Receptive language Subtests (understanding language)
Concepts and Following Directions (Age 5-12)
This evaluates a child’s ability to process instructions of increasing length and complexity, remember the order that information is presented and scan a range of objects presented in picture format.
Word Classes (Age 5-7)
This looks at a child’s ability to understand why two or more items are related by meaning, for example ‘chair’ and ‘table’. Children are presented with three pictures and asked which two go together the best.
Word Classes (Age 8-16)
This looks at a child’s ability to understand why two items are related by meaning. Children are presented with four spoken words (no pictures) and asked which two go together the best. Then they must explain WHY the two words go together.
Sentence Structure (Age 5-8)
This looks at the child’s ability to understand spoken sentences of increasing length and complexity.
Expressive language Subtests (spoken language)
Word Structure (Age 5-8)
This subtest looks at the child’s use of grammatical rules in expressive language - such as plurals -s, prepositions -in-on, tenses -ing-ed and pronouns -her-she.
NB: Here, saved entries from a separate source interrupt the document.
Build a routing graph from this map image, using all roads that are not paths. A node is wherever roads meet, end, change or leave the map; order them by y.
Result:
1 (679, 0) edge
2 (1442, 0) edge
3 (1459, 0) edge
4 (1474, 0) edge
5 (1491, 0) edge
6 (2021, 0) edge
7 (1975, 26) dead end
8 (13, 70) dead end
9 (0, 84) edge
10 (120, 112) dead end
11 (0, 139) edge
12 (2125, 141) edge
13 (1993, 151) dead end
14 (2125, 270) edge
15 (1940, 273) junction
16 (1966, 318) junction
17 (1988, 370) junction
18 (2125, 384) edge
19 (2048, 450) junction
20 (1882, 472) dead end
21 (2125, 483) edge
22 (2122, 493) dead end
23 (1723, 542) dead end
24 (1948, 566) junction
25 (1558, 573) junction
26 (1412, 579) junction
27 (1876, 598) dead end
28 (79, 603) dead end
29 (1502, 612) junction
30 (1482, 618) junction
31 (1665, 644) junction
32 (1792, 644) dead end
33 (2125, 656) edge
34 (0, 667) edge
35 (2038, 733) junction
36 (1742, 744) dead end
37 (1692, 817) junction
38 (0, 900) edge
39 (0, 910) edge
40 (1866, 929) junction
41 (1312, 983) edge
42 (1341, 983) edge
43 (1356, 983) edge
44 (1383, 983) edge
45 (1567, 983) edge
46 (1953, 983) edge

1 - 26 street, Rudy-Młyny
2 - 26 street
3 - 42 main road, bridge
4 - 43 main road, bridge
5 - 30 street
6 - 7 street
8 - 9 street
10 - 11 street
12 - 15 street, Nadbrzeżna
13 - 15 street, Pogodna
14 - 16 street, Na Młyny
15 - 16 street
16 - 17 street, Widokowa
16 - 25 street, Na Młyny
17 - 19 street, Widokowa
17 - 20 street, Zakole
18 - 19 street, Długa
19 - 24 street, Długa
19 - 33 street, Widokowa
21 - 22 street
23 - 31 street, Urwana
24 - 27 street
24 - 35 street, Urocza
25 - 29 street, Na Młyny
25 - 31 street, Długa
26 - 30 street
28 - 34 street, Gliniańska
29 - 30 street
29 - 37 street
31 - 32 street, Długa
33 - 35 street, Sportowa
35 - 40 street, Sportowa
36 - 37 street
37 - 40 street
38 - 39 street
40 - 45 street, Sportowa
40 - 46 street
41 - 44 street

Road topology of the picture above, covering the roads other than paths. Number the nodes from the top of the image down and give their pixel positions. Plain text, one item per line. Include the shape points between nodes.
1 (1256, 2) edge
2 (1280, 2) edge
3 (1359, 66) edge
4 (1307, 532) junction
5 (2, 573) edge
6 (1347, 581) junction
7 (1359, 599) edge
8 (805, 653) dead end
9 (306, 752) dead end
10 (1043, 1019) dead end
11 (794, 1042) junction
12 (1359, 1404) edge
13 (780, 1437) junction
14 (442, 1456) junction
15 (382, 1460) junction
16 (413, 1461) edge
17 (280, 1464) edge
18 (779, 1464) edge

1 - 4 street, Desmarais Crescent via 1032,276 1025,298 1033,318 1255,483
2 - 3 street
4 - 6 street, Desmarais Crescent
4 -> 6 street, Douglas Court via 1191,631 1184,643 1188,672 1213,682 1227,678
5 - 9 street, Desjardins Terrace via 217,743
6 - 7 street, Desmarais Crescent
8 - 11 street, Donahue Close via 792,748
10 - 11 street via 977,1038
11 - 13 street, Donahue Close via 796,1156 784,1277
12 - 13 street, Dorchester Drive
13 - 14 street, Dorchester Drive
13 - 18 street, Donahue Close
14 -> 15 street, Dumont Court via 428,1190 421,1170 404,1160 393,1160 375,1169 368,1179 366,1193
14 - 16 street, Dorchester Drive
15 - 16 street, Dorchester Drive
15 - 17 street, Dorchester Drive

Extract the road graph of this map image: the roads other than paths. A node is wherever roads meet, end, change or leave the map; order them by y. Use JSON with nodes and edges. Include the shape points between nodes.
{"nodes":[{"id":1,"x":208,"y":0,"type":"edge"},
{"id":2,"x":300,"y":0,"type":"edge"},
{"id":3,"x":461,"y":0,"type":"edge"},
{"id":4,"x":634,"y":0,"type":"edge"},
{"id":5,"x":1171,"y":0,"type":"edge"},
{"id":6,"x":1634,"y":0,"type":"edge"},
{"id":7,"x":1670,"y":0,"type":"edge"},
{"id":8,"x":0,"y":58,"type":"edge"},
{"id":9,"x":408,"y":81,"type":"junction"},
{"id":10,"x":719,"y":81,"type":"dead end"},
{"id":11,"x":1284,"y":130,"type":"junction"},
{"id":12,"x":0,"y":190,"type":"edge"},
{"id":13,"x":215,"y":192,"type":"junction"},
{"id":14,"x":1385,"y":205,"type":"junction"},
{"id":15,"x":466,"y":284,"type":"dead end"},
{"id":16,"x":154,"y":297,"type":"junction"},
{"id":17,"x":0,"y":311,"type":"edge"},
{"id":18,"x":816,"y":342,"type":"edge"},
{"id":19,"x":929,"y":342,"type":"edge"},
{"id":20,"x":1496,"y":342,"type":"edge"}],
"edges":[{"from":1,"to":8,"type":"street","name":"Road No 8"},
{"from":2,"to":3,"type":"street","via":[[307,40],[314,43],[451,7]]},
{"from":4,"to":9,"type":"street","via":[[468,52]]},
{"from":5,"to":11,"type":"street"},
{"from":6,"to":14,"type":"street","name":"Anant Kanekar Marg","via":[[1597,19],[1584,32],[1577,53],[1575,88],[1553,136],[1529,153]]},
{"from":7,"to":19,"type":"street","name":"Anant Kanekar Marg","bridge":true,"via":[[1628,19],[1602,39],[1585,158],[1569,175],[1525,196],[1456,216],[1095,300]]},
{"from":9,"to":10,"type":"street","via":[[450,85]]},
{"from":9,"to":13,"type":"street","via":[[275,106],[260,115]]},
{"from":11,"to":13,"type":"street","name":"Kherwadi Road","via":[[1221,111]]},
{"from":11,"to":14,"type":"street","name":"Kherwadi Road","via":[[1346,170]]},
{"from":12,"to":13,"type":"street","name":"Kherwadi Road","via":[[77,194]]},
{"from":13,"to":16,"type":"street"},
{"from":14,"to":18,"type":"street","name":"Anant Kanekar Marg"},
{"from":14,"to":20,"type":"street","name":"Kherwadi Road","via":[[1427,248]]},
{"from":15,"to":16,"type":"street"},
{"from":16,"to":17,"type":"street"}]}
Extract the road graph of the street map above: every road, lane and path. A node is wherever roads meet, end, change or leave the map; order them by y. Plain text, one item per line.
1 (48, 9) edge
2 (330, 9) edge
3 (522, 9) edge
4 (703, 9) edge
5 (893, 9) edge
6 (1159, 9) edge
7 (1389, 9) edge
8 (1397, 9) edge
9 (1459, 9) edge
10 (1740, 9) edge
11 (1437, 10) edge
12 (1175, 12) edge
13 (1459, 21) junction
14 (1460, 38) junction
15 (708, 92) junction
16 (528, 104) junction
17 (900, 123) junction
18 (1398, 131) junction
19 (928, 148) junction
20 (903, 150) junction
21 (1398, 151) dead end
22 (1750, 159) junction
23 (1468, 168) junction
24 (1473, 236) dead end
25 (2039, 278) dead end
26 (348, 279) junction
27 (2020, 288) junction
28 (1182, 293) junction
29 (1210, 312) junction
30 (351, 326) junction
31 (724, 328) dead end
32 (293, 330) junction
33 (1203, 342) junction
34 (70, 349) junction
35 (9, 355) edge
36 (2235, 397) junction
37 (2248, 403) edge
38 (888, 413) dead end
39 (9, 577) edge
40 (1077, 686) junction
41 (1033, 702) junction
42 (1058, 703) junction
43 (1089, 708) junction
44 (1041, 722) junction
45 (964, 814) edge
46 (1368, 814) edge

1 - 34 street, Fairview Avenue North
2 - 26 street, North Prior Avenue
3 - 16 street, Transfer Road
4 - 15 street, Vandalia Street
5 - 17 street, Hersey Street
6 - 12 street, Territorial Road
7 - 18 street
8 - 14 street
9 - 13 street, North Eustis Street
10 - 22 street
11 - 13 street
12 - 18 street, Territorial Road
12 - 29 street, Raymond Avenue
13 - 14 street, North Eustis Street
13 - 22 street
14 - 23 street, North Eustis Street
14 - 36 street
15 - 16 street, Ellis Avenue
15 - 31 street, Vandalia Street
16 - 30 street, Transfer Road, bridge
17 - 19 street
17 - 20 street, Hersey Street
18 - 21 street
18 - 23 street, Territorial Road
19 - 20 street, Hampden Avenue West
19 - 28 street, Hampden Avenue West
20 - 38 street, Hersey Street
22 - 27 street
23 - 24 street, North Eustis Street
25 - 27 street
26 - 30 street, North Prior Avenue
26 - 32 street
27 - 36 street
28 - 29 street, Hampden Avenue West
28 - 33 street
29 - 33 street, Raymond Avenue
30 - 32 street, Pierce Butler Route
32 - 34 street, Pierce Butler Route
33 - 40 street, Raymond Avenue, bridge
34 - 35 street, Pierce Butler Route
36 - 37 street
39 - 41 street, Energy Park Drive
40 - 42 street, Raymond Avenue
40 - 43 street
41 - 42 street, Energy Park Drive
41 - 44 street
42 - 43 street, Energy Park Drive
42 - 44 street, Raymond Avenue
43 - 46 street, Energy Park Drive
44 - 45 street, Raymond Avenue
Recalling Sentences (Age 5-16)
The subtest requires the child to imitate sentences presented by the examiner. This tests the child’s ability to recall and reproduce sentences of varying length and complexity.
Formulated Sentences (Age 5-16)
This evaluates a child’s ability to make sentences about different pictures incorporating a particular word. The words increase in complexity, from concrete objects (e.g. car) to more abstract concepts (e.g. unless).